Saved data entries

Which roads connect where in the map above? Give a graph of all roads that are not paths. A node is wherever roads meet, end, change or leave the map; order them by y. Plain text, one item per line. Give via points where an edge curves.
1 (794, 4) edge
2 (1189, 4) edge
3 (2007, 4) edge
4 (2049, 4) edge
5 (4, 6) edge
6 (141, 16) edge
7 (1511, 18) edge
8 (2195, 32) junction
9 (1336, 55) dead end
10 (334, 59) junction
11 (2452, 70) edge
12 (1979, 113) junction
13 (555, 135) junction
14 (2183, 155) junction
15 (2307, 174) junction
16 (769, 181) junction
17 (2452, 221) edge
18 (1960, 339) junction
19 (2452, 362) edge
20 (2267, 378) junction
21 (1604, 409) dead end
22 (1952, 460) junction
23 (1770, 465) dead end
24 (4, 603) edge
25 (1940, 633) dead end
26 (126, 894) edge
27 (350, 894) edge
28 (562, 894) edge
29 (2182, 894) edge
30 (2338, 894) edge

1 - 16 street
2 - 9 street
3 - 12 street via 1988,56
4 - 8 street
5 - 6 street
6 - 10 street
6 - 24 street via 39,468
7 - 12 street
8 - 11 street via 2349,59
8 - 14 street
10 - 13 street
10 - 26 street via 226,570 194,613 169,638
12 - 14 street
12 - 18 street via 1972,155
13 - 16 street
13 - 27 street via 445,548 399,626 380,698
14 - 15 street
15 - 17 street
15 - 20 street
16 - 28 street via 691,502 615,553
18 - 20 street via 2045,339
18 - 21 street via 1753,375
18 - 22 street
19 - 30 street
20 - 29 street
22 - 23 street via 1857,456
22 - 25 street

**ASSIGNED TASK:** A precise copy of all the records is needed.

**OUTPUT OF THE EXERCISE:**
Which roads connect where in the map above? Give a graph of all roads that are not paths. A node is wherever roads meet, end, change or leave the map; order them by y. Plain text, one item per line. Give via points where an edge curves.
1 (794, 4) edge
2 (1189, 4) edge
3 (2007, 4) edge
4 (2049, 4) edge
5 (4, 6) edge
6 (141, 16) edge
7 (1511, 18) edge
8 (2195, 32) junction
9 (1336, 55) dead end
10 (334, 59) junction
11 (2452, 70) edge
12 (1979, 113) junction
13 (555, 135) junction
14 (2183, 155) junction
15 (2307, 174) junction
16 (769, 181) junction
17 (2452, 221) edge
18 (1960, 339) junction
19 (2452, 362) edge
20 (2267, 378) junction
21 (1604, 409) dead end
22 (1952, 460) junction
23 (1770, 465) dead end
24 (4, 603) edge
25 (1940, 633) dead end
26 (126, 894) edge
27 (350, 894) edge
28 (562, 894) edge
29 (2182, 894) edge
30 (2338, 894) edge

1 - 16 street
2 - 9 street
3 - 12 street via 1988,56
4 - 8 street
5 - 6 street
6 - 10 street
6 - 24 street via 39,468
7 - 12 street
8 - 11 street via 2349,59
8 - 14 street
10 - 13 street
10 - 26 street via 226,570 194,613 169,638
12 - 14 street
12 - 18 street via 1972,155
13 - 16 street
13 - 27 street via 445,548 399,626 380,698
14 - 15 street
15 - 17 street
15 - 20 street
16 - 28 street via 691,502 615,553
18 - 20 street via 2045,339
18 - 21 street via 1753,375
18 - 22 street
19 - 30 street
20 - 29 street
22 - 23 street via 1857,456
22 - 25 street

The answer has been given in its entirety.